-- Required work --
Would you copy each line of the data below that has "where"?

-- Given records --

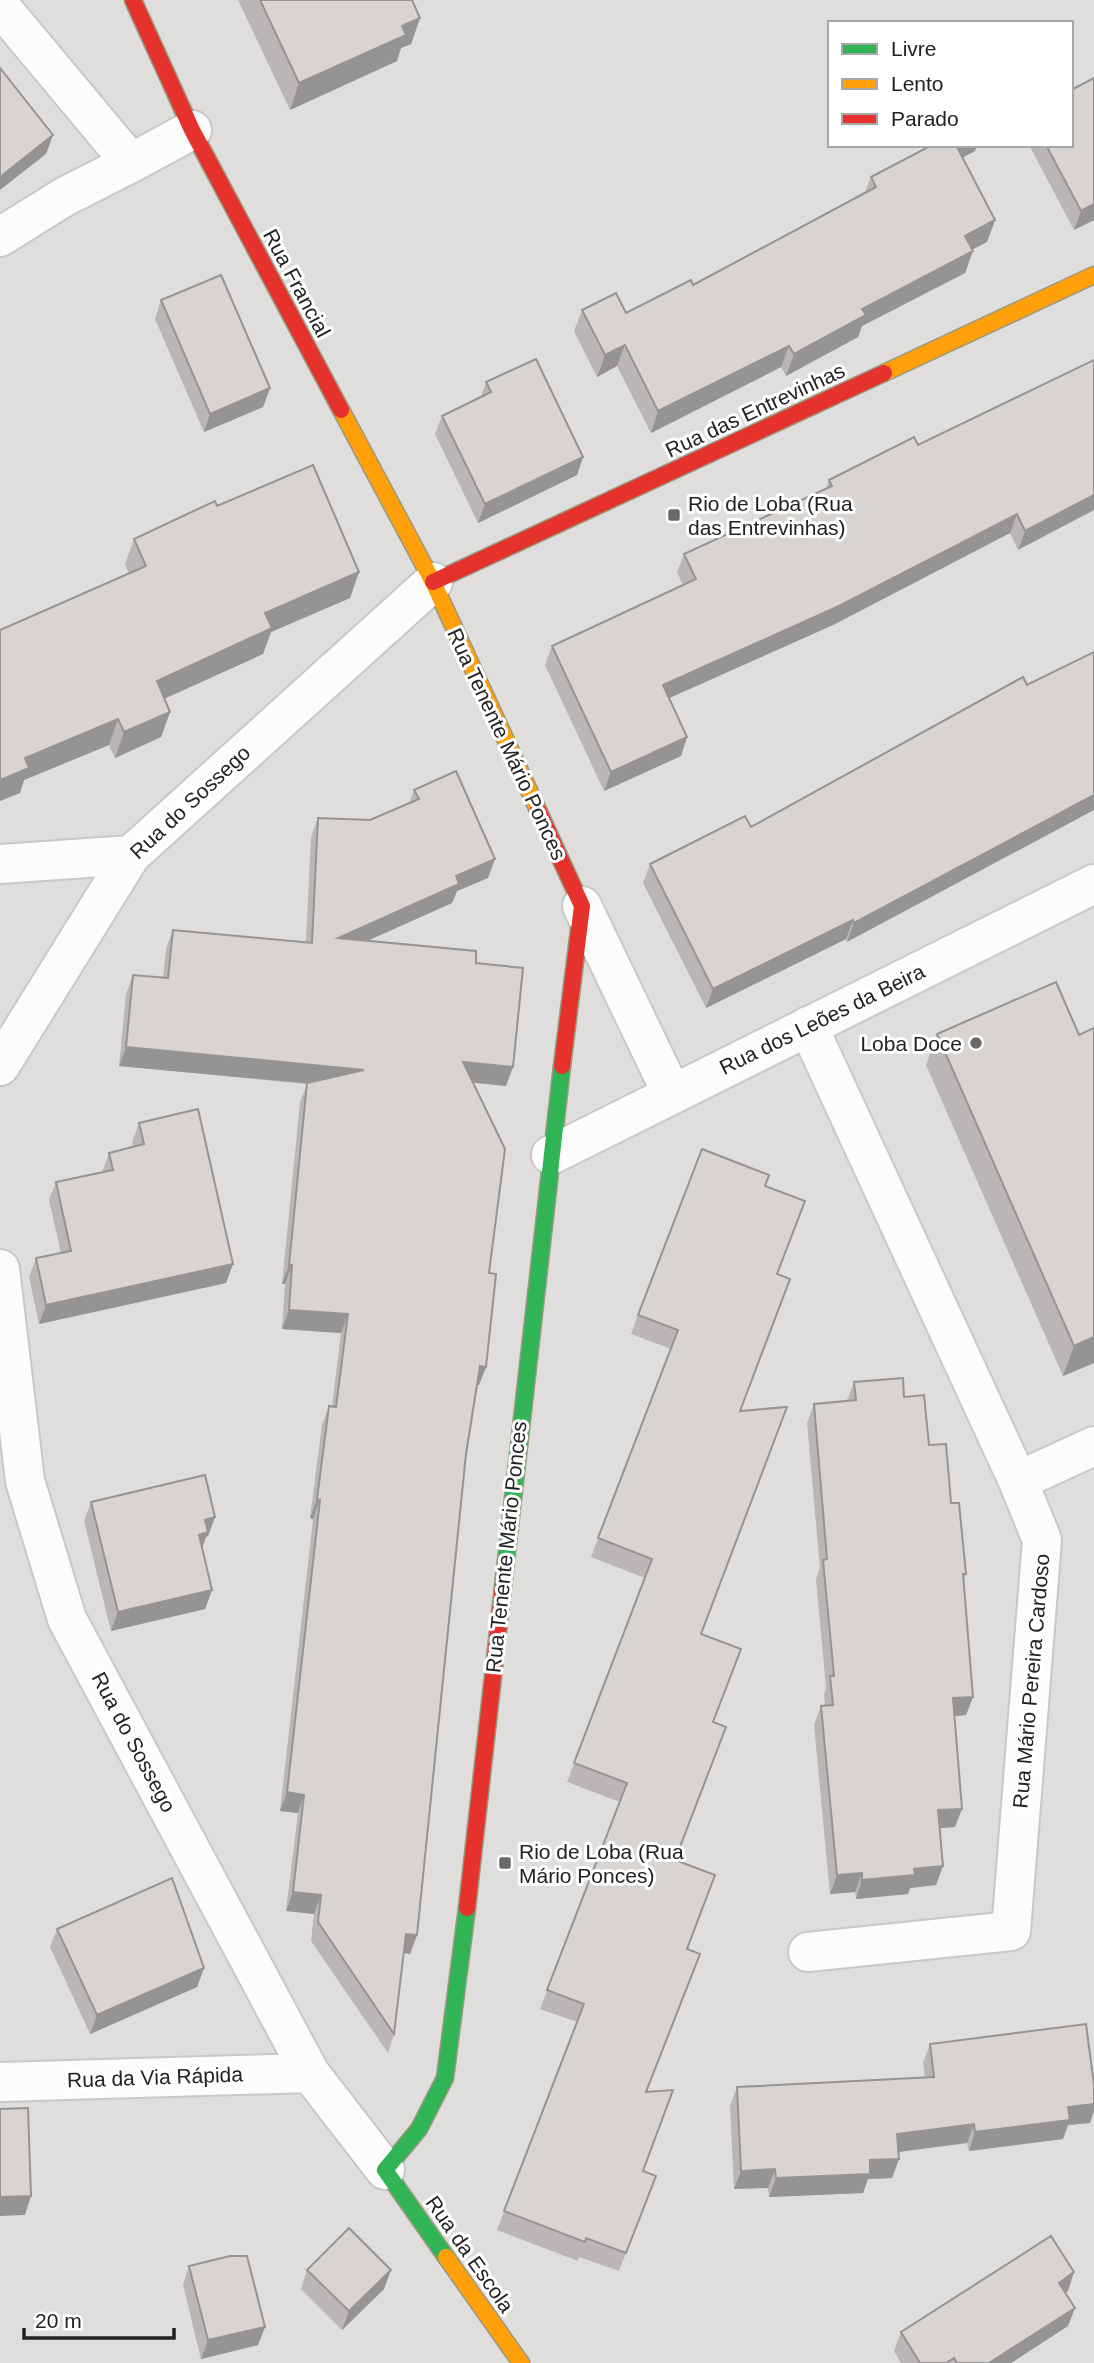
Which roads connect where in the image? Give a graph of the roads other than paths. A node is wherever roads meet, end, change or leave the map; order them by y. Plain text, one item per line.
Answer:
1 (133, 0) edge
2 (0, 6) edge
3 (192, 130) junction
4 (131, 163) junction
5 (0, 237) edge
6 (1094, 275) edge
7 (433, 582) junction
8 (131, 855) junction
9 (0, 864) edge
10 (1094, 884) edge
11 (582, 906) junction
12 (808, 1027) junction
13 (0, 1066) edge
14 (672, 1094) junction
15 (551, 1155) junction
16 (0, 1269) edge
17 (1094, 1446) edge
18 (1018, 1481) junction
19 (808, 1952) dead end
20 (310, 2073) junction
21 (0, 2082) edge
22 (385, 2170) junction
23 (521, 2363) edge

1 - 3 street, Rua Francial
2 - 4 street
3 - 4 street
3 - 7 street, Rua Francial
4 - 5 street
6 - 7 street, Rua das Entrevinhas
7 - 8 street, Rua do Sossego
7 - 11 street, Rua Tenente Mário Ponces
8 - 9 street
8 - 13 street, Rua do Sossego
10 - 12 street, Rua dos Leões da Beira
11 - 14 street, Rua Tenente Mário Ponces
11 - 15 street, Rua Tenente Mário Ponces
12 - 14 street, Rua dos Leões da Beira
12 - 18 street, Rua Mário Pereira Cardoso
14 - 15 street, Rua dos Leões da Beira
15 - 22 street, Rua Tenente Mário Ponces
16 - 20 street, Rua do Sossego
17 - 18 street
18 - 19 street, Rua Mário Pereira Cardoso
20 - 21 street, Rua da Via Rápida
20 - 22 street, Rua do Sossego
22 - 23 street, Rua da Escola

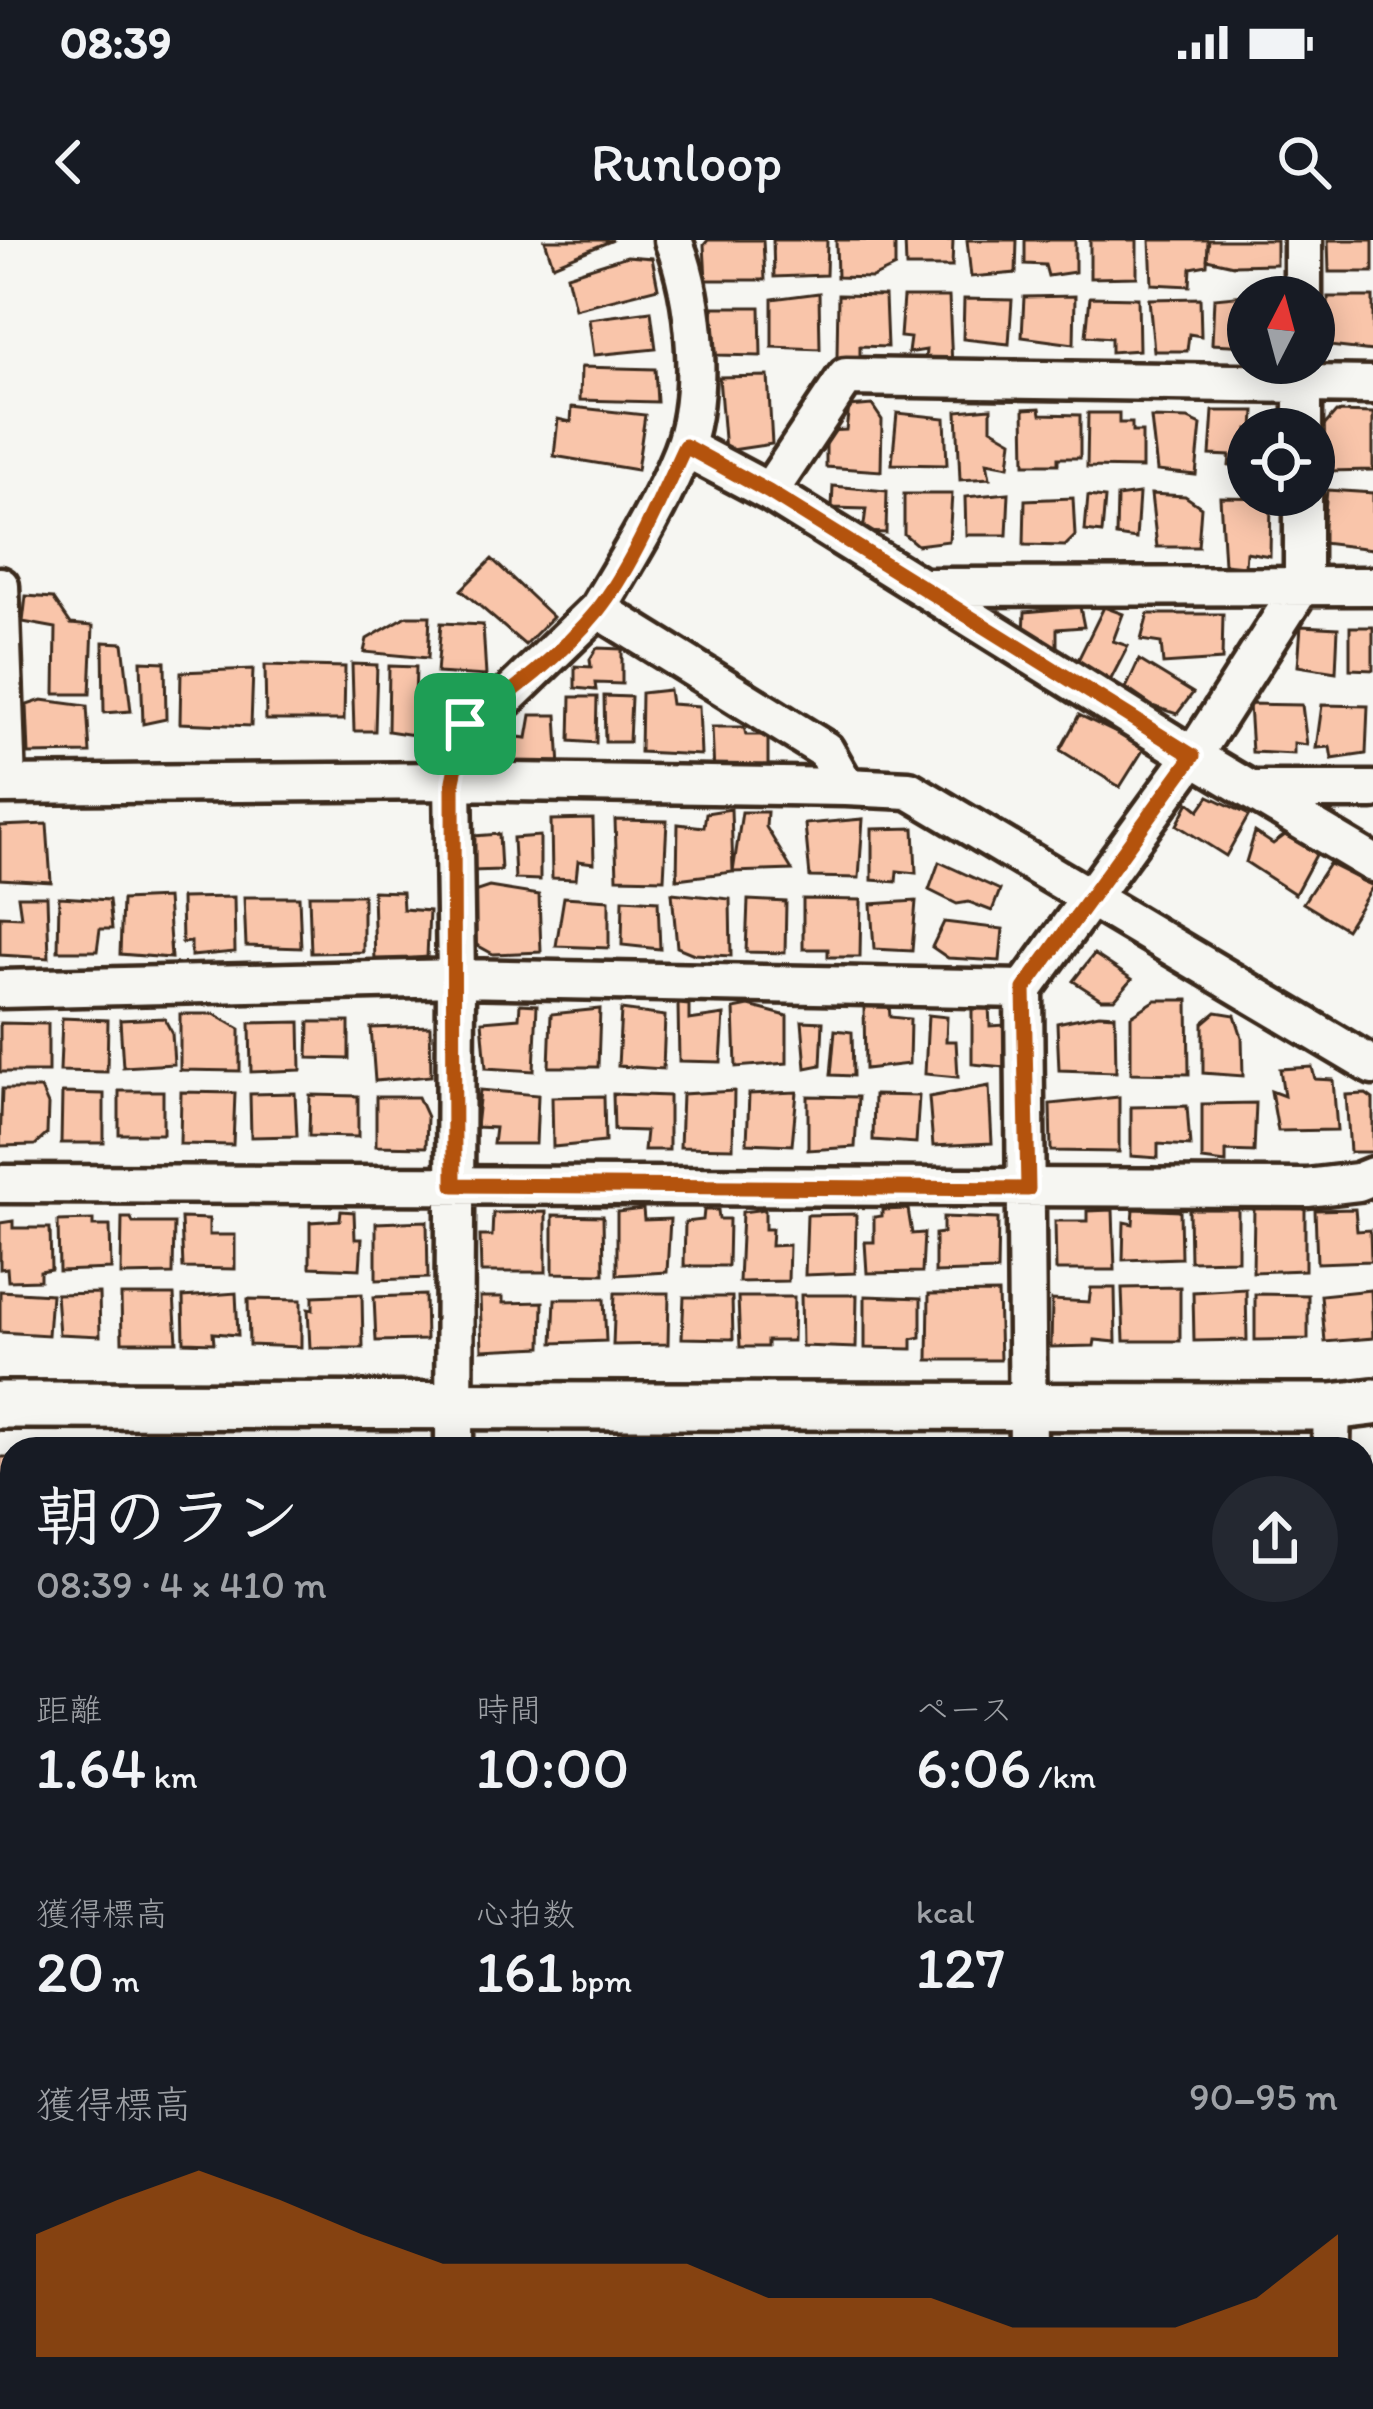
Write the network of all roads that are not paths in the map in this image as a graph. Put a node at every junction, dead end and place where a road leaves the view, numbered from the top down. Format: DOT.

-- Solution --
Which roads connect where in the image? Give a graph of the roads other than paths. A node is wherever roads meet, end, change or leave the map; order them by y. Plain text, one item per line.
Write the network of all roads that are not paths in the map in this image as a graph. Put a node at every junction, dead end and place where a road leaves the view, numbered from the top down. Format: DOT.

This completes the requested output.